__Exercise data__.
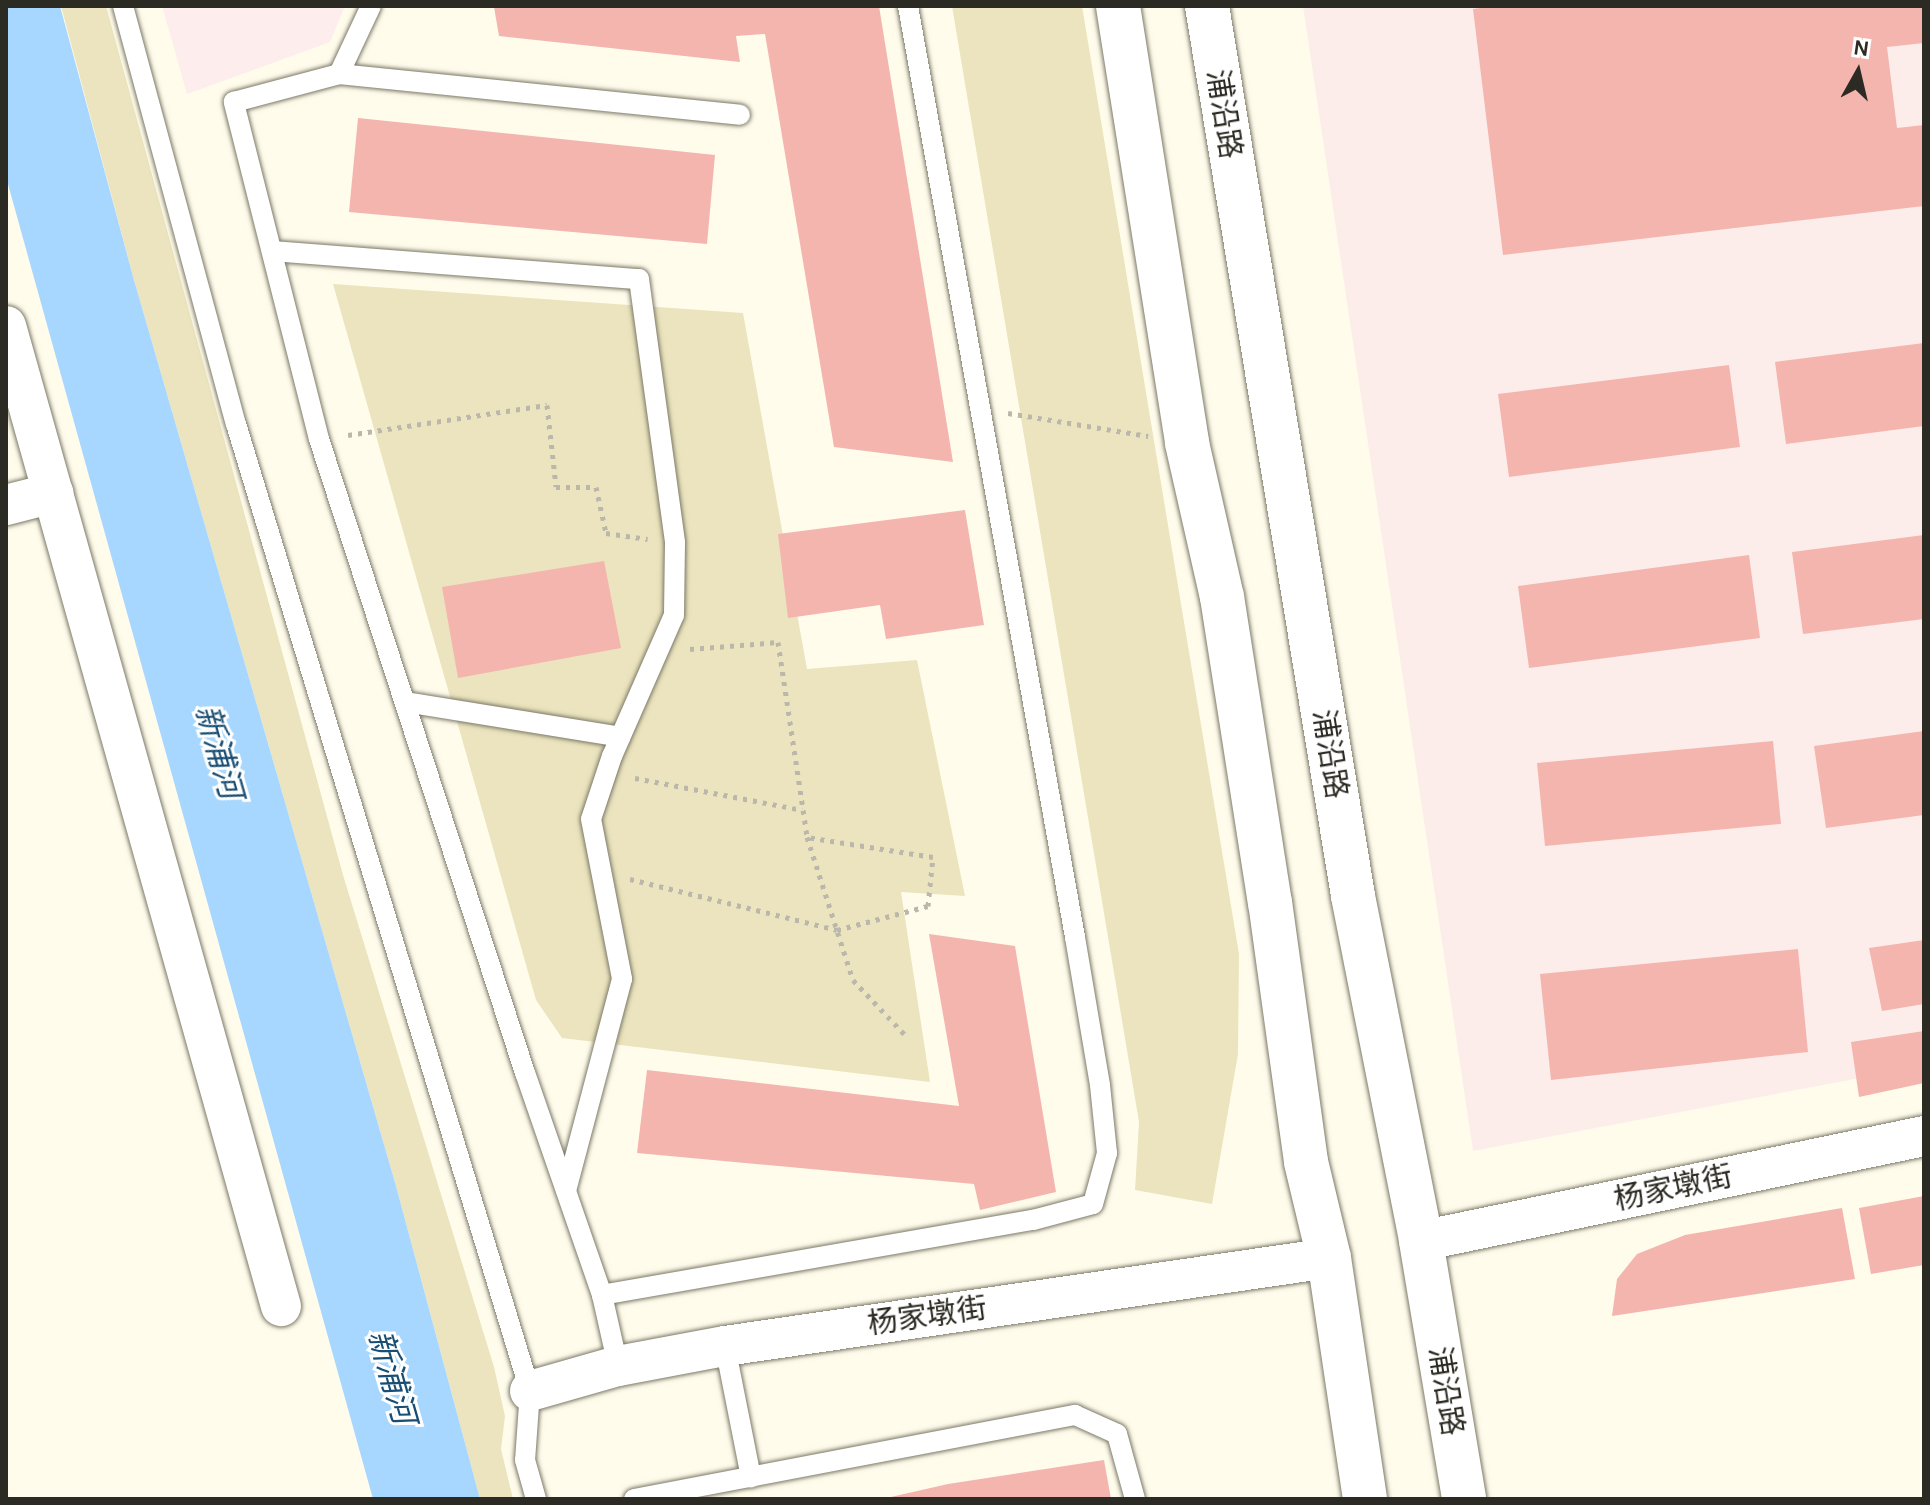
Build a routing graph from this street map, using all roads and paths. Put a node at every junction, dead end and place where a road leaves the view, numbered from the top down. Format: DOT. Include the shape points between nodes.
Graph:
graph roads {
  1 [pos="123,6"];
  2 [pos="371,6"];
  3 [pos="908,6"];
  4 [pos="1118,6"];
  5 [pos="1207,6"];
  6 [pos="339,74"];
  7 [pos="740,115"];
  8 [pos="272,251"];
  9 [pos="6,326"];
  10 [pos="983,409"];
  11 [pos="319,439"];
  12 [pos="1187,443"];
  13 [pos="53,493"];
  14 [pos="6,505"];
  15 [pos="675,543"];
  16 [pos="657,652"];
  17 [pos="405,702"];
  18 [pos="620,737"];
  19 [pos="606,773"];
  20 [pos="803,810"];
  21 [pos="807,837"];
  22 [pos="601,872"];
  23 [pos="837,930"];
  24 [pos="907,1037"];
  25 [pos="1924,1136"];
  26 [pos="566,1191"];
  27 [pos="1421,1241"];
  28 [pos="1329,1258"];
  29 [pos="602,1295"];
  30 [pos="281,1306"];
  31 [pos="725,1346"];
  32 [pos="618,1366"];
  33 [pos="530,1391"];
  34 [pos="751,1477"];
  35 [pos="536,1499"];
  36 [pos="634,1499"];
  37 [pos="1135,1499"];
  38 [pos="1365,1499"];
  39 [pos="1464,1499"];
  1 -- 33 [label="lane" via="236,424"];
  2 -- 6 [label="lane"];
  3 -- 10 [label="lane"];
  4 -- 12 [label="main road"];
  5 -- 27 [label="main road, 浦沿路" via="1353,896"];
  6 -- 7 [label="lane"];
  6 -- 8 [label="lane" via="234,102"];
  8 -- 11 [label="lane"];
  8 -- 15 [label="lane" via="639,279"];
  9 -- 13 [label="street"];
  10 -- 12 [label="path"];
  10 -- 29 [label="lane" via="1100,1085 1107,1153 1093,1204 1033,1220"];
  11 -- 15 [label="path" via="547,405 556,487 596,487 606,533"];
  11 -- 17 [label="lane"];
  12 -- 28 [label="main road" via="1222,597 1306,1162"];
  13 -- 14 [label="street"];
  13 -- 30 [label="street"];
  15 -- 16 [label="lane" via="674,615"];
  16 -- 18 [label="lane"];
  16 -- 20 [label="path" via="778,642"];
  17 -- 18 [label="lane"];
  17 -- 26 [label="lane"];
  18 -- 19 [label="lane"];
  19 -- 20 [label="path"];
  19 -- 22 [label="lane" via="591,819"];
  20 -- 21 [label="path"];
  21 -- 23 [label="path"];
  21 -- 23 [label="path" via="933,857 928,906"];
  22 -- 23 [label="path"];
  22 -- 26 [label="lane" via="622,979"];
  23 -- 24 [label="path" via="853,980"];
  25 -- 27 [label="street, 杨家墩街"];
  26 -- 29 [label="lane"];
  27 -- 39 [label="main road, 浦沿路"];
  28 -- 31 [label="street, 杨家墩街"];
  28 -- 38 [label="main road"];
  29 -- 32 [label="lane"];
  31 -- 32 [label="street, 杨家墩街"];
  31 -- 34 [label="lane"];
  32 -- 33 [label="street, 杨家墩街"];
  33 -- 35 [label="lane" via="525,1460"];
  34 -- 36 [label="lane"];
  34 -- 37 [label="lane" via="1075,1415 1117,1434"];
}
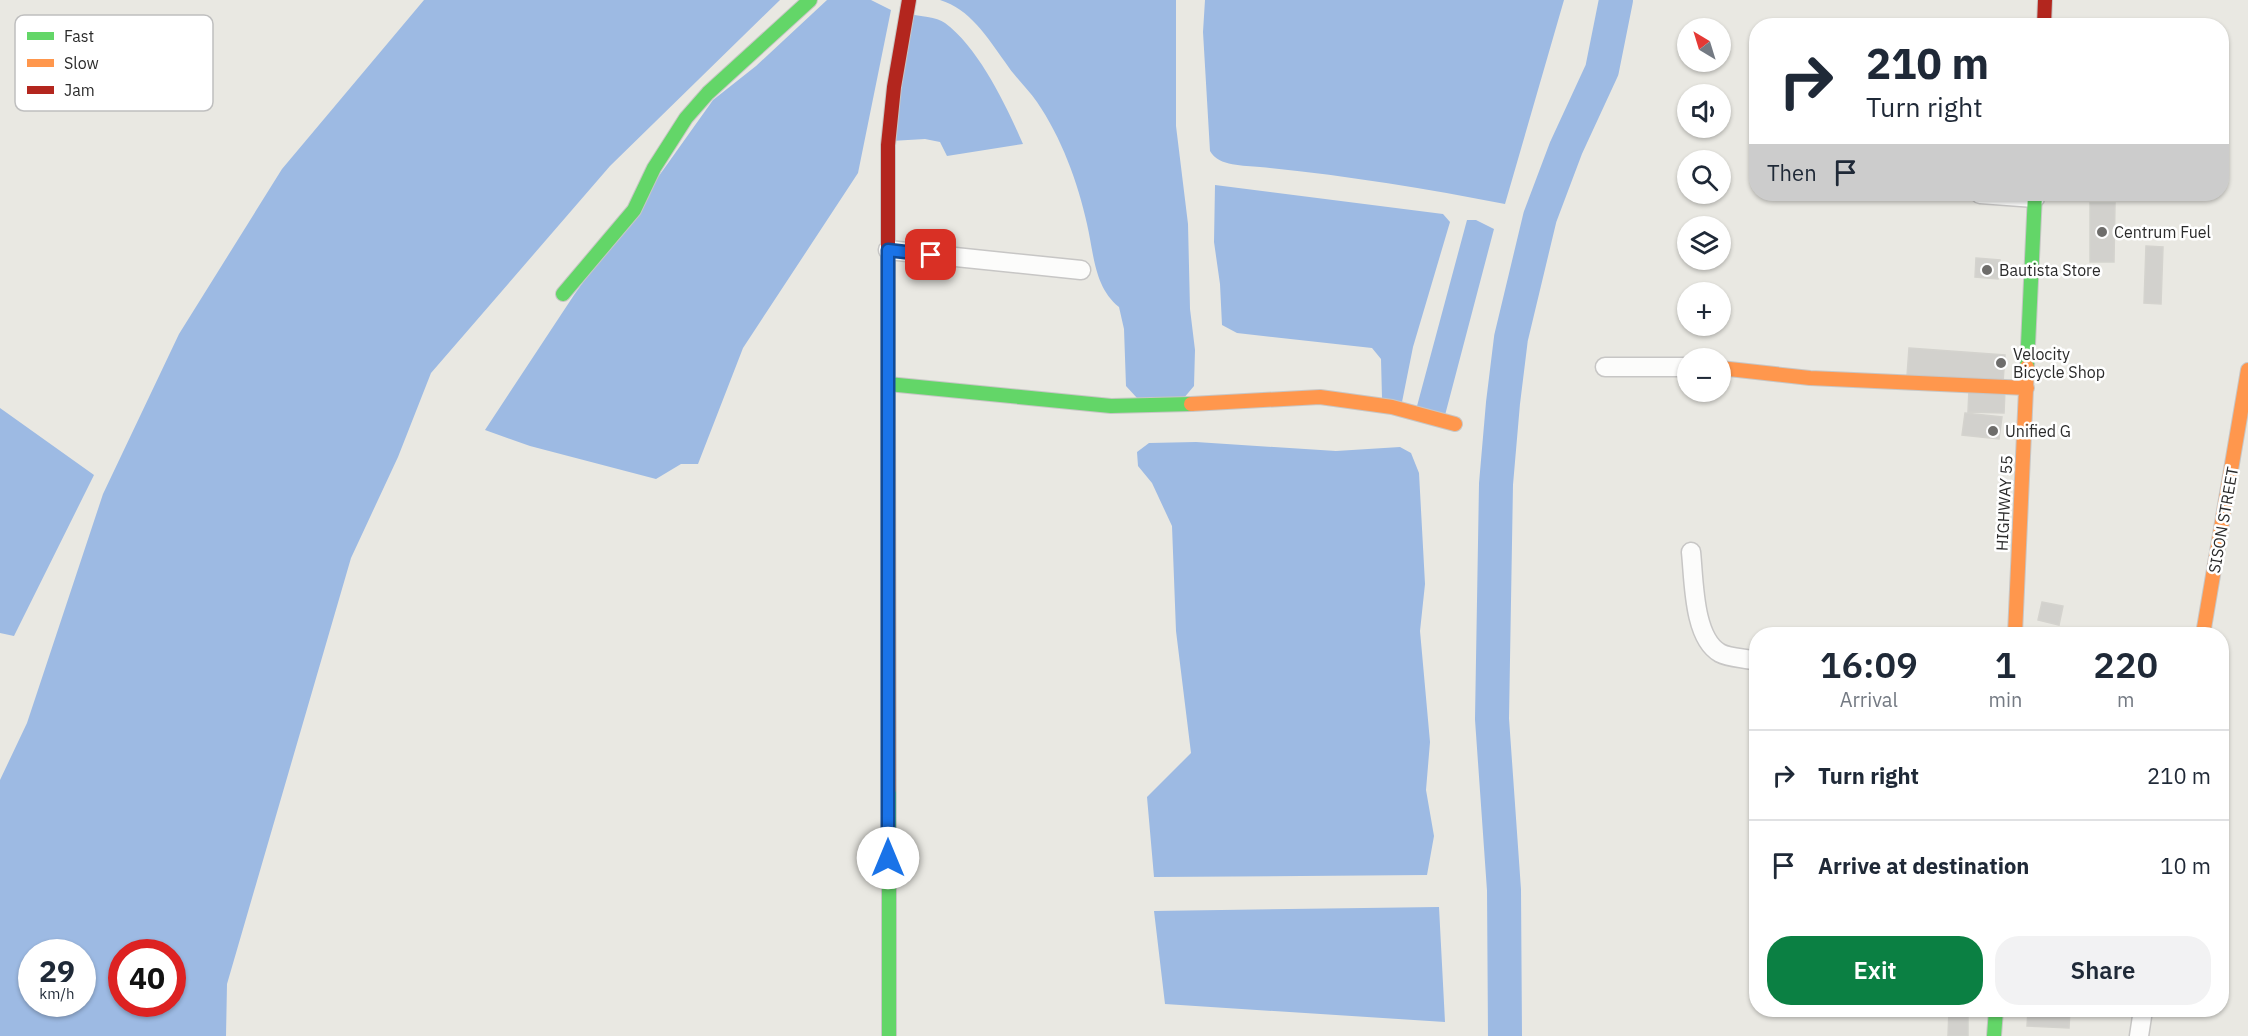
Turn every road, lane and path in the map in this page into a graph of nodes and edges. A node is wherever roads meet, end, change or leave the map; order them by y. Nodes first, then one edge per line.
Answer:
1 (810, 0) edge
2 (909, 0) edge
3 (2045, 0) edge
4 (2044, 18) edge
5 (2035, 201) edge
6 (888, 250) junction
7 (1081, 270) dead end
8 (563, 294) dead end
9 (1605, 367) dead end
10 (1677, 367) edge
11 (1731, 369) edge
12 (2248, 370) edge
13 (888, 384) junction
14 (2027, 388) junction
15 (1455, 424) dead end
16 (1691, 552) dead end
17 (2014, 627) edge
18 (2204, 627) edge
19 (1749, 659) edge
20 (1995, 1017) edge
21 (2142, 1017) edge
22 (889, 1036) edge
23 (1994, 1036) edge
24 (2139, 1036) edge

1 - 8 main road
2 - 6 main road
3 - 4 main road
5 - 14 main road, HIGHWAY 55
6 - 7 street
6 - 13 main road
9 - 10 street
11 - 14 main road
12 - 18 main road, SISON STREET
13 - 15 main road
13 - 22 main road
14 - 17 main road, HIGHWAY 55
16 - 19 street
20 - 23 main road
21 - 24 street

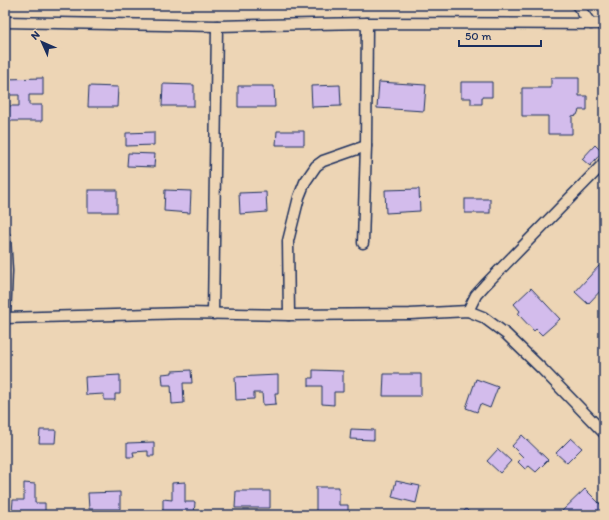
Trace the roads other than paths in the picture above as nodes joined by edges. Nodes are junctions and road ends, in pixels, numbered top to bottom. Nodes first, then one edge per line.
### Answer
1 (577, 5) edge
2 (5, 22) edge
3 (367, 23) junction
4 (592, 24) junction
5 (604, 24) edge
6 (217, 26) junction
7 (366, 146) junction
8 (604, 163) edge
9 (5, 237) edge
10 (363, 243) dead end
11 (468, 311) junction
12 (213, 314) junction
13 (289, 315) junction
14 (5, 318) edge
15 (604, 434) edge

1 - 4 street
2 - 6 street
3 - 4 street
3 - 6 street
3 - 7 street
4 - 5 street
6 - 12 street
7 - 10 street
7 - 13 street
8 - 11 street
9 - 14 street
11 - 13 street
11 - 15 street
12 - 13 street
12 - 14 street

__Work task__. Leaving out only the pictures, return the material above unchanged.

__Solution to this task__.
Build a routing graph from this street map, using all roads and paths. Put a node at every junction, dead end and place where a road leaves the view, numbered from the top down. Format: DOT. Include the shape points between nodes.
Graph:
graph roads {
  1 [pos="123,6"];
  2 [pos="371,6"];
  3 [pos="908,6"];
  4 [pos="1118,6"];
  5 [pos="1207,6"];
  6 [pos="339,74"];
  7 [pos="740,115"];
  8 [pos="272,251"];
  9 [pos="6,326"];
  10 [pos="983,409"];
  11 [pos="319,439"];
  12 [pos="1187,443"];
  13 [pos="53,493"];
  14 [pos="6,505"];
  15 [pos="675,543"];
  16 [pos="657,652"];
  17 [pos="405,702"];
  18 [pos="620,737"];
  19 [pos="606,773"];
  20 [pos="803,810"];
  21 [pos="807,837"];
  22 [pos="601,872"];
  23 [pos="837,930"];
  24 [pos="907,1037"];
  25 [pos="1924,1136"];
  26 [pos="566,1191"];
  27 [pos="1421,1241"];
  28 [pos="1329,1258"];
  29 [pos="602,1295"];
  30 [pos="281,1306"];
  31 [pos="725,1346"];
  32 [pos="618,1366"];
  33 [pos="530,1391"];
  34 [pos="751,1477"];
  35 [pos="536,1499"];
  36 [pos="634,1499"];
  37 [pos="1135,1499"];
  38 [pos="1365,1499"];
  39 [pos="1464,1499"];
  1 -- 33 [label="lane" via="236,424"];
  2 -- 6 [label="lane"];
  3 -- 10 [label="lane"];
  4 -- 12 [label="main road"];
  5 -- 27 [label="main road, 浦沿路" via="1353,896"];
  6 -- 7 [label="lane"];
  6 -- 8 [label="lane" via="234,102"];
  8 -- 11 [label="lane"];
  8 -- 15 [label="lane" via="639,279"];
  9 -- 13 [label="street"];
  10 -- 12 [label="path"];
  10 -- 29 [label="lane" via="1100,1085 1107,1153 1093,1204 1033,1220"];
  11 -- 15 [label="path" via="547,405 556,487 596,487 606,533"];
  11 -- 17 [label="lane"];
  12 -- 28 [label="main road" via="1222,597 1306,1162"];
  13 -- 14 [label="street"];
  13 -- 30 [label="street"];
  15 -- 16 [label="lane" via="674,615"];
  16 -- 18 [label="lane"];
  16 -- 20 [label="path" via="778,642"];
  17 -- 18 [label="lane"];
  17 -- 26 [label="lane"];
  18 -- 19 [label="lane"];
  19 -- 20 [label="path"];
  19 -- 22 [label="lane" via="591,819"];
  20 -- 21 [label="path"];
  21 -- 23 [label="path"];
  21 -- 23 [label="path" via="933,857 928,906"];
  22 -- 23 [label="path"];
  22 -- 26 [label="lane" via="622,979"];
  23 -- 24 [label="path" via="853,980"];
  25 -- 27 [label="street, 杨家墩街"];
  26 -- 29 [label="lane"];
  27 -- 39 [label="main road, 浦沿路"];
  28 -- 31 [label="street, 杨家墩街"];
  28 -- 38 [label="main road"];
  29 -- 32 [label="lane"];
  31 -- 32 [label="street, 杨家墩街"];
  31 -- 34 [label="lane"];
  32 -- 33 [label="street, 杨家墩街"];
  33 -- 35 [label="lane" via="525,1460"];
  34 -- 36 [label="lane"];
  34 -- 37 [label="lane" via="1075,1415 1117,1434"];
}
Turn every road, lane and path in the map in this page into a graph of nodes and edges. A node is wherever roads meet, end, change or leave the map; order them by y. Nodes first, then one edge per line.
Answer:
1 (810, 0) edge
2 (909, 0) edge
3 (2045, 0) edge
4 (2044, 18) edge
5 (2035, 201) edge
6 (888, 250) junction
7 (1081, 270) dead end
8 (563, 294) dead end
9 (1605, 367) dead end
10 (1677, 367) edge
11 (1731, 369) edge
12 (2248, 370) edge
13 (888, 384) junction
14 (2027, 388) junction
15 (1455, 424) dead end
16 (1691, 552) dead end
17 (2014, 627) edge
18 (2204, 627) edge
19 (1749, 659) edge
20 (1995, 1017) edge
21 (2142, 1017) edge
22 (889, 1036) edge
23 (1994, 1036) edge
24 (2139, 1036) edge

1 - 8 main road
2 - 6 main road
3 - 4 main road
5 - 14 main road, HIGHWAY 55
6 - 7 street
6 - 13 main road
9 - 10 street
11 - 14 main road
12 - 18 main road, SISON STREET
13 - 15 main road
13 - 22 main road
14 - 17 main road, HIGHWAY 55
16 - 19 street
20 - 23 main road
21 - 24 street

Trace the roads other than paths in the picture above as nodes joined by edges. Nodes are junctions and road ends, in pixels, numbered top to bottom. Nodes first, then one edge per line.
### Answer
1 (577, 5) edge
2 (5, 22) edge
3 (367, 23) junction
4 (592, 24) junction
5 (604, 24) edge
6 (217, 26) junction
7 (366, 146) junction
8 (604, 163) edge
9 (5, 237) edge
10 (363, 243) dead end
11 (468, 311) junction
12 (213, 314) junction
13 (289, 315) junction
14 (5, 318) edge
15 (604, 434) edge

1 - 4 street
2 - 6 street
3 - 4 street
3 - 6 street
3 - 7 street
4 - 5 street
6 - 12 street
7 - 10 street
7 - 13 street
8 - 11 street
9 - 14 street
11 - 13 street
11 - 15 street
12 - 13 street
12 - 14 street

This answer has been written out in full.